The director and co-writer presents situations that ought to stir pity for Arthur, perhaps even a level of understanding for his slow yet inevitable descent into violence, then interspaces them with reminders that this is a man who is not just empty and angry, but who is dishonest. Joker’s narrator is unreliable, showing us one thing only have it revealed these are just manifestations of his imagination. This builds a feeling of paranoia and distrust where, even when Arthur Fleck presents as a sad victim, you can’t help but question whether any of it is true.
And the further the film unravels, the further away Arthur feels. As his brutal murders evolve from being the result of a provocation, to revenge, to spite and finally enjoyment, the character comes into his own. Editor Jeff Groth builds tension to unbearable levels, climaxing in moments of catharsis for both the character and the audience.

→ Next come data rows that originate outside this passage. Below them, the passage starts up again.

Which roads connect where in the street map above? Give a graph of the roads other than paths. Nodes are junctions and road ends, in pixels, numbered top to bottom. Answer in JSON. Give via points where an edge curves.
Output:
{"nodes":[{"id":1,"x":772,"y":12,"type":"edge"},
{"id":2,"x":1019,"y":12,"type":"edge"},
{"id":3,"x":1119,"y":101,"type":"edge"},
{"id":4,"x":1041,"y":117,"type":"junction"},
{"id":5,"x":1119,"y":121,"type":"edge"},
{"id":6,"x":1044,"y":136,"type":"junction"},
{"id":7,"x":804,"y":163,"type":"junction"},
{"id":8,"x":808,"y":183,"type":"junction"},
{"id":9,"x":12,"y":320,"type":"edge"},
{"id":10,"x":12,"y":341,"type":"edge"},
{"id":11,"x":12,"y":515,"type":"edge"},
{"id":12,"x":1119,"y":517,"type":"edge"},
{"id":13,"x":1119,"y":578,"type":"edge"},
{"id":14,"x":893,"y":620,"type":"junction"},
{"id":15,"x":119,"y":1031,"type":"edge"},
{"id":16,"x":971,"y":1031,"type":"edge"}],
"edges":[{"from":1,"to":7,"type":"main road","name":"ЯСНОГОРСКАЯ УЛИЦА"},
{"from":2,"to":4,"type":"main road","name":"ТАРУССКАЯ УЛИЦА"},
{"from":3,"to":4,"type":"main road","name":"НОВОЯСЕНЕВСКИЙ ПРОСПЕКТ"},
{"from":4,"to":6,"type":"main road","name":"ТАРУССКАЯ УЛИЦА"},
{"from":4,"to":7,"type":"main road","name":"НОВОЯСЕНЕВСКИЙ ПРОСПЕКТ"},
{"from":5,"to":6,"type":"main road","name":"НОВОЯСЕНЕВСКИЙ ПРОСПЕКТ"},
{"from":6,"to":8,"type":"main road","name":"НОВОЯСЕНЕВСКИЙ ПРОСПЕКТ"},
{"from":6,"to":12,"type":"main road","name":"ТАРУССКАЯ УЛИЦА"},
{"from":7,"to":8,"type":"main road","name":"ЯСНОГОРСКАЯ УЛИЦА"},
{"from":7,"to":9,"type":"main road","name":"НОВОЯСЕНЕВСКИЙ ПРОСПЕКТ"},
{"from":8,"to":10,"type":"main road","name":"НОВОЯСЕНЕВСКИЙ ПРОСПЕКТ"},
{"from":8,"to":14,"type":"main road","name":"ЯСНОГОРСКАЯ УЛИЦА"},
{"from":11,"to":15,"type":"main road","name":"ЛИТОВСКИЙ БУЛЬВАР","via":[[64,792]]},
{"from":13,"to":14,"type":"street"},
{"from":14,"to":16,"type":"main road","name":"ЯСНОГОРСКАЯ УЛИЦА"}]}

The former is soothed by the violence, enlivened by it, while the latter is relieved by the confirmation that no, this is not someone for whom to feel compassion. Gone are the pretences of humanity, freed is the Joker.
The film speaks to the rage of the disenfranchised, who in Gotham find their hero in the unknown killer clown, to no-hope politics, to social alienation. Where Heath Ledger’s Joker can be viewed as a reflection of 9/11, a terrorist who seemed to come out of nowhere strictly to cause pain and destruction, today’s Joker is the man who was there all along, on the outskirts of society, and who finds identity and meaning in violence. Joker is enthralling, stylish, smart, chaotic, and fundamentally disturbing; it’s a film which consumes you as you struggle to claw your way out.